Ali Hosseini Khamenei (Persian: سید علی حسینی خامنه ای,Azerbaijani: سید علی حسینی خامنهای – Seyyid Əli Xameneyi,pronounced [ʔæˈliː hoseiˈniː xɒːmeneˈʔiː] ( listen); born 17 July 1939) is the Supreme Leader of Iran, and a Shia Marja’. He had also served as the President of Iran from 1981 to 1989. In 2010, Forbes selected him 26th in the list of ‘World’s Most Powerful People’.
Holding absolute power in his country, he has been described as one of only three people having “important influence” during the history of the Islamic Republic of Iran. Khamenei was the victim of an attempted assassination in June 1981 that paralyzed his right arm, although so far the biggest challenge to his leadership has been the 2009 Iranian election protests following the 2009 presidential elections during which he strongly supported president Mahmoud Ahmadinejad.
Khamenei holds the title of Sayyid, which means that he claims direct patrilineal descent from Ali. Some[which?] of Khamenei’s ancestors are from Tafresh in today’s Markazi Province, and had migrated from their original home in Tafresh to Tabriz. Born in Mashhad, he is second eldest of eight children, and two of his brothers are also clerics. His younger brother, Hadi Khamenei, is a renowned newspaper editor and cleric. Khamenei is of ethnic Iranian Azerbaijani origin while one source asserts that his mother was a Yazd-native Iranian.

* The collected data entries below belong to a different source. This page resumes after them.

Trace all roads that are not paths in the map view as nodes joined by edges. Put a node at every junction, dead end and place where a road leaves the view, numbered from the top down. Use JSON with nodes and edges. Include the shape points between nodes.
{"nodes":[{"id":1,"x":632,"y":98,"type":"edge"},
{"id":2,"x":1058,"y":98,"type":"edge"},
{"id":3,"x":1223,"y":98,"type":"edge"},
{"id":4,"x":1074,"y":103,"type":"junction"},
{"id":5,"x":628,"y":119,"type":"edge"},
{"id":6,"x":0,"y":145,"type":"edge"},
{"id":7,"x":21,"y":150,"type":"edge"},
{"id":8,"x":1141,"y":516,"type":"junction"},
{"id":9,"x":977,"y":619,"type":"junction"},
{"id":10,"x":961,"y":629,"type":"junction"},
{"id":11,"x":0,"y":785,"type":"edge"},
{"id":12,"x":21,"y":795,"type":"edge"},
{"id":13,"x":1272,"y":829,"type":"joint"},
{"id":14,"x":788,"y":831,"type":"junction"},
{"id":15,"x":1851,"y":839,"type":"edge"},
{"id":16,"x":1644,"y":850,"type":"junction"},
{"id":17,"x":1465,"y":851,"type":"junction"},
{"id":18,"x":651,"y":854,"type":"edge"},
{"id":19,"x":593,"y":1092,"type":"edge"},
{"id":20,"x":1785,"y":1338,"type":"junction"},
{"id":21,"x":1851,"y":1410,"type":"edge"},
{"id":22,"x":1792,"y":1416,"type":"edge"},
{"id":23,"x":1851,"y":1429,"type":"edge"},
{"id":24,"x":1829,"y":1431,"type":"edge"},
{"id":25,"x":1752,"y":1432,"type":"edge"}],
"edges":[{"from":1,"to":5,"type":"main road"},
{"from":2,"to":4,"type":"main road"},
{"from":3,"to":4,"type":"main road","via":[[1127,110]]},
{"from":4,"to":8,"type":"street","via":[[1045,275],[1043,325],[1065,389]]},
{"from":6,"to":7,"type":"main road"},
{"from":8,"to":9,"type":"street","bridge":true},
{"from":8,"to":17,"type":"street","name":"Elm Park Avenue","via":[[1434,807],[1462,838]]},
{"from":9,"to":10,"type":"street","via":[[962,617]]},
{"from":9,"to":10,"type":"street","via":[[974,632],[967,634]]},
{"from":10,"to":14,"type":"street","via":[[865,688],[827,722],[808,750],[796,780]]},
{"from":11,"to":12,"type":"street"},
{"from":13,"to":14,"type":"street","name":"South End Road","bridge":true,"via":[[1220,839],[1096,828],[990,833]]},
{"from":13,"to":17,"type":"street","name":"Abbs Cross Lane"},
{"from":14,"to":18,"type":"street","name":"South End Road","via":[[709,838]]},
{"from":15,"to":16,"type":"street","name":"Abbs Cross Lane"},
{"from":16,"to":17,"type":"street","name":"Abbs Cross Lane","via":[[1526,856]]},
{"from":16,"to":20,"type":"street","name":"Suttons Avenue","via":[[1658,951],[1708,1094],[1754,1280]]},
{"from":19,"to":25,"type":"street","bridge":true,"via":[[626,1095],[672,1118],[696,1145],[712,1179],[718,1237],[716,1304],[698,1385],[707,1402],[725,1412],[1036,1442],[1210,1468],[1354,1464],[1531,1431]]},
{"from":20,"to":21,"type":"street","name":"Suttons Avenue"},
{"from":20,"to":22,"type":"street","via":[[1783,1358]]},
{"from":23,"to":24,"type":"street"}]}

He attended religious studies classes at the rudimentary and advanced levels in the hawza of Mashhad, under his mentors such as Sheikh Hashem Qazvini, and Ayatollah Milani, and then went to Najaf in 1957. After a short stay he left Najaf to Mashhad, and in 1958 he settled in Qom. Khamenei attended the classes of Seyyed Hossein Borujerdi and Ruhollah Khomeini. Later, he was involved in the Islamic activities of 1963 which led to his arrest in the city of Birjand, in Southern Khorasan Province. Shortly thereafter, he was released and resumed teaching in Mashhad’s religious schools and mosques, teaching the Nahj al-Balagheh. Some reports have suggested that Ali Khamenei studied at Patrice Lumumba university in the Soviet Union when he was young, but his official website makes no mention of this.
According to his official biography, Khamenei spent a “clandestine life” in Tehran in the year 1966–1967 after which he was arrested by the police and imprisoned.
Khamenei is fluent in both Persian and Arabic. He has translated several books into Persian from Arabic, including the works of the famous Egyptian Islamist theoretician Sayyid Qutb. He is a less fluent speaker of the Azerbaijani language, his father’s native language and has some understanding of English.
In his analysis of the Persian poetry of Muhammad Iqbal, he states that “We have a large number of non-Persian-speaking poets in the history of our literature, but I cannot point out any of them whose poetry possesses the qualities of Iqbal’s Persian poetry. Iqbal was not acquainted with Persian idiom, as he spoke Urdu at home and talked to his friends in Urdu or English. He did not know the rules of Persian prose writing.” Nevertheless, he admires Iqbal.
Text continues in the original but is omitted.